Eurozone equity markets showed a return of 4.2% in January with Portugal leading the way.
Portugal returned 11.7% in the year-to-date January 30, according to the Russell Eurozone Index.
The positive performance comes against a backdrop of continued talk about a rotation out of bonds and into equities.
Dynamic-oriented stocks outperformed defensive-oriented stocks in January, with the Russell Eurozone Dynamic Index returning 5.1% and the Russell Eurozone Defensive Index returning 3%. This continues a pattern established in 2012.

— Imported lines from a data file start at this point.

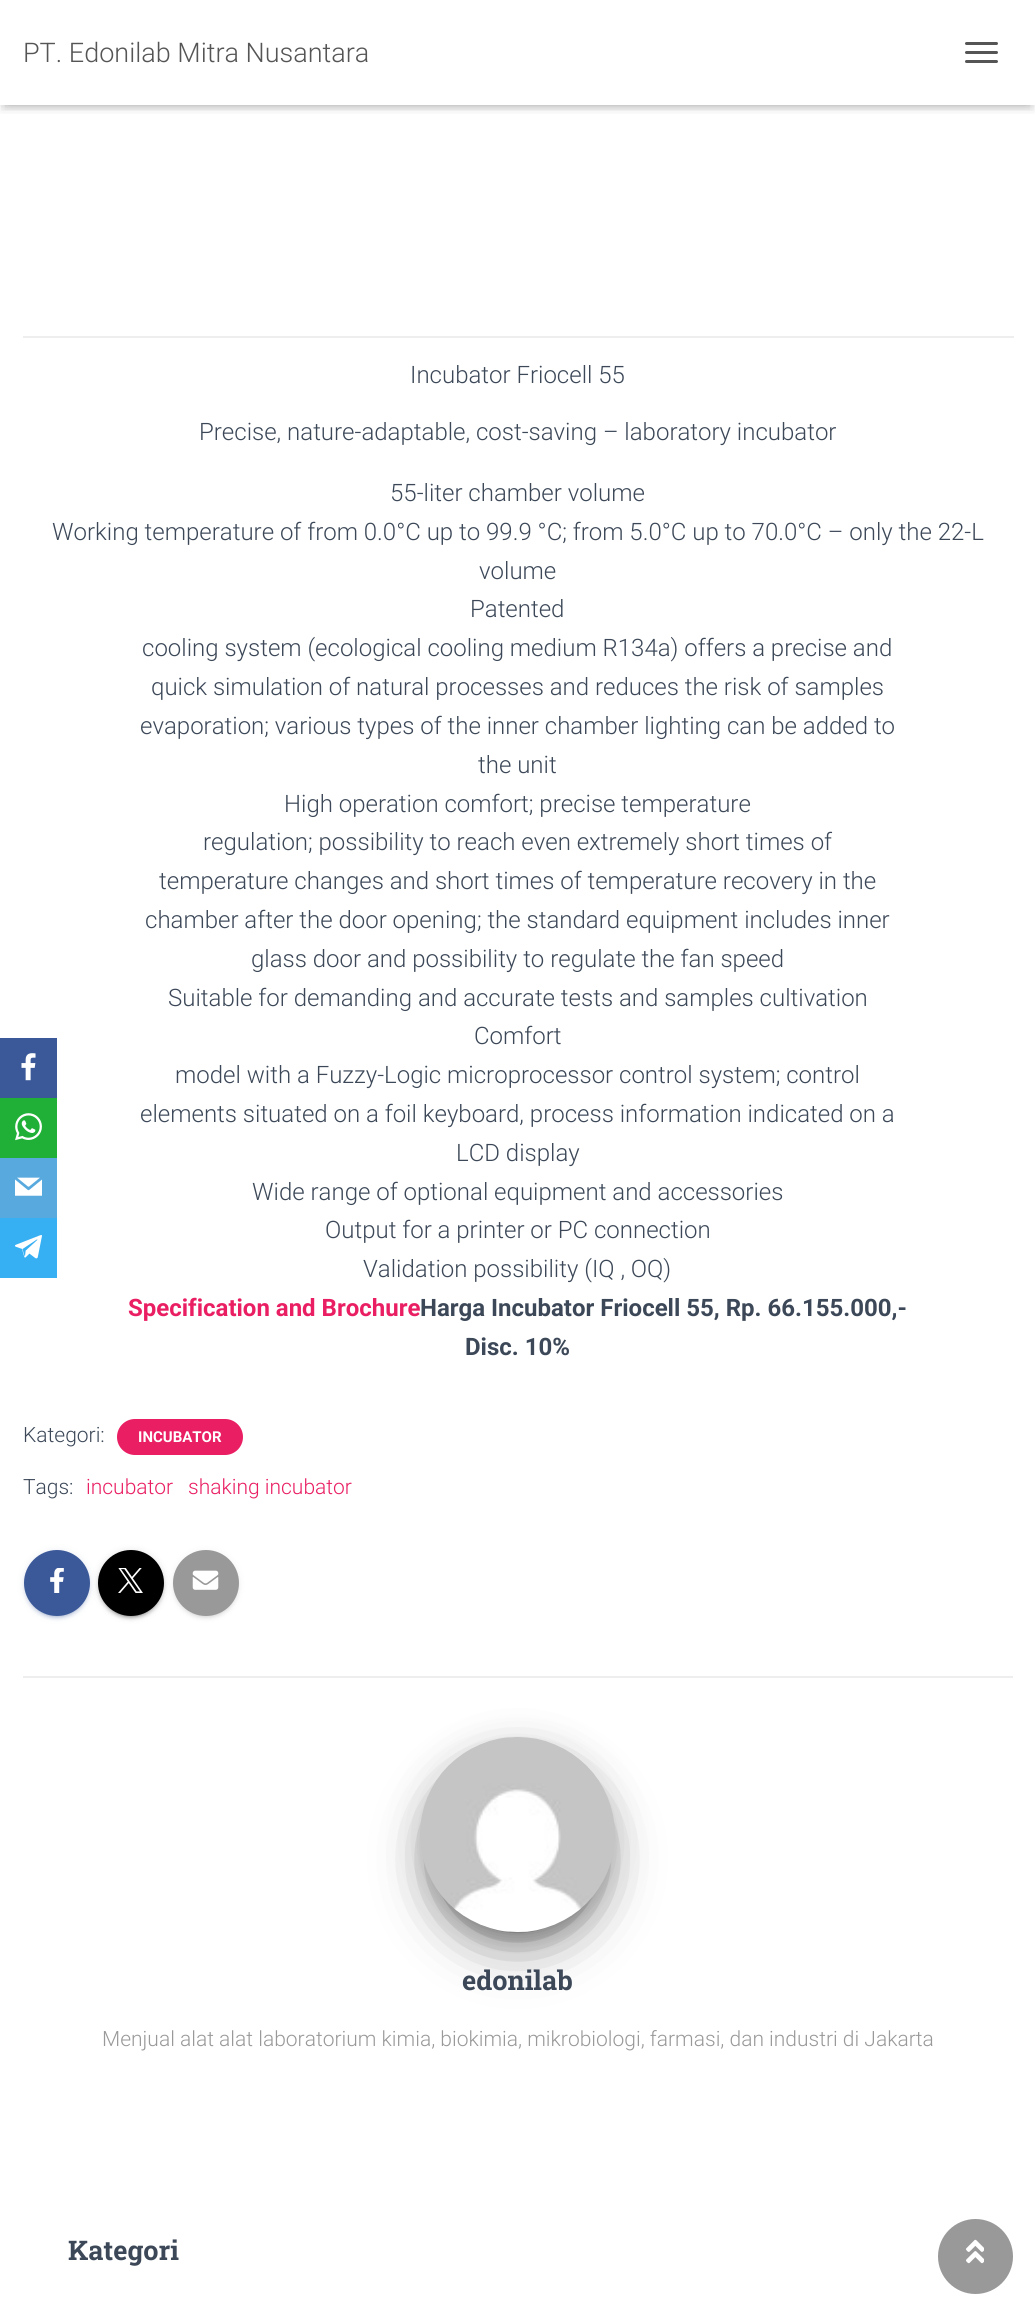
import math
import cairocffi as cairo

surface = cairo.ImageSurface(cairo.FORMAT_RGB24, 1035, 2316)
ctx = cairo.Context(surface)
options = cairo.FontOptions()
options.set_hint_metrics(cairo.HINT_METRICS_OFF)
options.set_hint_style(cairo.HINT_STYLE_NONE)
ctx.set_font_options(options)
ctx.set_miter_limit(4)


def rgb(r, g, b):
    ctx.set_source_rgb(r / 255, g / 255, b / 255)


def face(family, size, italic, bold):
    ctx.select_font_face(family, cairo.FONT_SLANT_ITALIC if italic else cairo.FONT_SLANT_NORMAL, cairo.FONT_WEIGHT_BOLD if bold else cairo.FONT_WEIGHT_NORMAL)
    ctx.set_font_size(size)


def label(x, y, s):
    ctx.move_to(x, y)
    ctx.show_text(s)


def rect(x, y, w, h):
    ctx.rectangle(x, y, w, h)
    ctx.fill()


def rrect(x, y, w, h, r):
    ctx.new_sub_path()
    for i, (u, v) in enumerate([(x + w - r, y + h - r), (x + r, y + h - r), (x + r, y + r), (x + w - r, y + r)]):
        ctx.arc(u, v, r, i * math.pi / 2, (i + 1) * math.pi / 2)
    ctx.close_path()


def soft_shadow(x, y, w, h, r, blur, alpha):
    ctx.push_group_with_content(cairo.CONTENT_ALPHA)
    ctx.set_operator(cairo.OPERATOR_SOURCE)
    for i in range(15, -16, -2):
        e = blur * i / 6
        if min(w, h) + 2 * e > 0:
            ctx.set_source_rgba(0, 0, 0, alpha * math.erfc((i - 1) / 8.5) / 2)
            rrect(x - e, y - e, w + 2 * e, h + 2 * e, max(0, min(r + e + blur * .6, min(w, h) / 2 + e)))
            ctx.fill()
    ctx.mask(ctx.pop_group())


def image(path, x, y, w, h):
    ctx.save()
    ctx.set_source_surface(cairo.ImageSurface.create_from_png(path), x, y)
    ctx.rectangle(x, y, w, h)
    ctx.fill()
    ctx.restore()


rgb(255, 255, 255)
ctx.paint()
ctx.save()
ctx.rectangle(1, 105, 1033, 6)
ctx.clip()
rgb(0, 0, 0)
soft_shadow(3, 9, 1029, 99, 0, 4, 0.1)
ctx.restore()
ctx.save()
ctx.rectangle(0, 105, 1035, 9)
ctx.clip()
rgb(0, 0, 0)
soft_shadow(0, 2, 1035, 105, 0, 7.5, 0.12)
ctx.restore()
ctx.save()
ctx.rectangle(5, 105, 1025, 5)
ctx.clip()
rgb(0, 0, 0)
soft_shadow(9, 11, 1017, 87, 0, 7.5, 0.42)
ctx.restore()
face('Roboto Light', 27, 0, 0)
rgb(85, 85, 85)
label(23, 62, 'PT. Edonilab Mitra Nusantara')
rrect(965, 42, 33, 3, 1.5)
ctx.fill()
rrect(965, 51, 33, 3, 1.5)
ctx.fill()
rrect(965, 60, 33, 3, 1.5)
ctx.fill()
rgb(238, 238, 238)
rect(23, 336, 991, 2)
face('Roboto Light', 24, 0, 0)
rgb(60, 72, 88)
label(410, 383, 'Incubator Friocell 55')
label(199, 440, 'Precise, nature-adaptable, cost-saving – laboratory incubator')
label(390, 501, '55-liter chamber volume')
label(52, 540, 'Working temperature of from 0.0°C up to 99.9 °C; from 5.0°C up to 70.0°C – only the 22-L')
label(479, 579, 'volume')
label(470, 617, 'Patented')
label(142, 656, 'cooling system (ecological cooling medium R134a) offers a precise and')
label(151, 695, 'quick simulation of natural processes and reduces the risk of samples')
label(140, 734, 'evaporation; various types of the inner chamber lighting can be added to')
label(478, 773, 'the unit')
label(284, 812, 'High operation comfort; precise temperature')
label(203, 850, 'regulation; possibility to reach even extremely short times of')
label(159, 889, 'temperature changes and short times of temperature recovery in the')
label(145, 928, 'chamber after the door opening; the standard equipment includes inner')
label(251, 967, 'glass door and possibility to regulate the fan speed')
label(168, 1006, 'Suitable for demanding and accurate tests and samples cultivation')
label(474, 1044, 'Comfort')
label(175, 1083, 'model with a Fuzzy-Logic microprocessor control system; control')
label(140, 1122, 'elements situated on a foil keyboard, process information indicated on a')
label(456, 1161, 'LCD display')
label(252, 1200, 'Wide range of optional equipment and accessories')
label(325, 1238, 'Output for a printer or PC connection')
label(363, 1277, 'Validation possibility (IQ , OQ)')
face('Roboto', 24, 0, 1)
rgb(233, 30, 99)
label(128, 1316, 'Specification and Brochure')
rgb(60, 72, 88)
label(420, 1316, 'Harga Incubator Friocell 55, Rp. 66.155.000,-')
label(465, 1355, 'Disc. 10%')
face('Roboto Light', 21, 0, 0)
label(23, 1442, 'Kategori:')
rgb(233, 30, 99)
rrect(117, 1419, 126, 36, 18)
ctx.fill()
face('Roboto', 15, 0, 1)
rgb(255, 255, 255)
label(138, 1442, 'INCUBATOR')
face('Roboto Light', 21, 0, 0)
rgb(60, 72, 88)
label(23, 1494, 'Tags:')
rgb(233, 30, 99)
label(86, 1494, 'incubator')
label(188, 1494, 'shaking incubator')
rgb(59, 89, 152)
soft_shadow(24, 1551, 66, 66, 33, 4, 0.12)
soft_shadow(27, 1557, 60, 60, 30, 1, 0.2)
soft_shadow(24, 1553, 66, 66, 33, 1.5, 0.14)
rgb(59, 89, 152)
ctx.arc(57, 1583, 33, 0, 2 * math.pi)
ctx.fill()
image('image0.png', 50, 1568, 14, 25)
rgb(0, 0, 0)
soft_shadow(98, 1551, 66, 66, 33, 4, 0.12)
soft_shadow(101, 1557, 60, 60, 30, 1, 0.2)
soft_shadow(98, 1553, 66, 66, 33, 1.5, 0.14)
rgb(0, 0, 0)
ctx.arc(131, 1583, 33, 0, 2 * math.pi)
ctx.fill()
image('image1.png', 118, 1568, 25, 25)
rgb(153, 153, 153)
soft_shadow(173, 1551, 66, 66, 33, 4, 0.12)
soft_shadow(176, 1557, 60, 60, 30, 1, 0.2)
soft_shadow(173, 1553, 66, 66, 33, 1.5, 0.14)
rgb(153, 153, 153)
ctx.arc(206, 1583, 33, 0, 2 * math.pi)
ctx.fill()
image('image2.png', 192, 1570, 27, 20)
rgb(238, 238, 238)
rect(23, 1676, 990, 2)
rgb(0, 0, 0)
soft_shadow(428, 1757, 180, 180, 90, 7.5, 0.2)
soft_shadow(420, 1743, 195, 195, 97.5, 19, 0.12)
soft_shadow(438, 1779, 159, 159, 79.5, 28.5, 0.56)
image('image3.png', 420, 1737, 195, 195)
face('Roboto Slab', 27, 0, 1)
rgb(60, 72, 88)
label(462, 1990, 'edonilab')
face('Roboto Light', 21, 0, 0)
rgb(153, 153, 153)
label(102, 2046, 'Menjual alat alat laboratorium kimia, biokimia, mikrobiologi, farmasi, dan industri di Jakarta')
face('Roboto Slab', 27, 0, 1)
rgb(60, 72, 88)
label(68, 2260, 'Kategori')
rgb(59, 89, 152)
rect(0, 1038, 57, 60)
image('image4.png', 21, 1053, 15, 28)
rgb(32, 176, 56)
rect(0, 1098, 57, 60)
image('image5.png', 15, 1113, 27, 28)
rgb(88, 169, 222)
rect(0, 1158, 57, 60)
image('image6.png', 15, 1177, 27, 19)
rgb(54, 175, 243)
rect(0, 1218, 57, 60)
image('image7.png', 15, 1235, 27, 24)
rgb(153, 153, 153)
ctx.arc(975.5, 2256.5, 37.5, 0, 2 * math.pi)
ctx.fill()
image('image8.png', 966, 2239, 18, 25)
surface.write_to_png('render.png')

Joel Copp-Barton, European product director at Invesco, says the “persistently negative sentiment towards anything European” is providing some compelling stock-specific opportunities.
Meanwhile, a better economic environment is developing, he says, thanks to the European Central Bank’s liquidity injections, the reversal of significant imbalances in certain periphery countries, and a lower level of fiscal consolidation in Europe. These should all be supportive of European equities in 2013, Copp-Barton says.
“Assuming this less negative macroeconomic environment in Europe and better growth prospects in the rest of the world, European companies should fare better.”
EPFR Global says the equity funds it tracks attracted another $18.7 billion (€13.7 billion) during the final week of January, “closing the books on a month when they outgained bond funds by a nearly 3-to-1 margin and fueled talk of a great rotation from fixed income assets to equity”.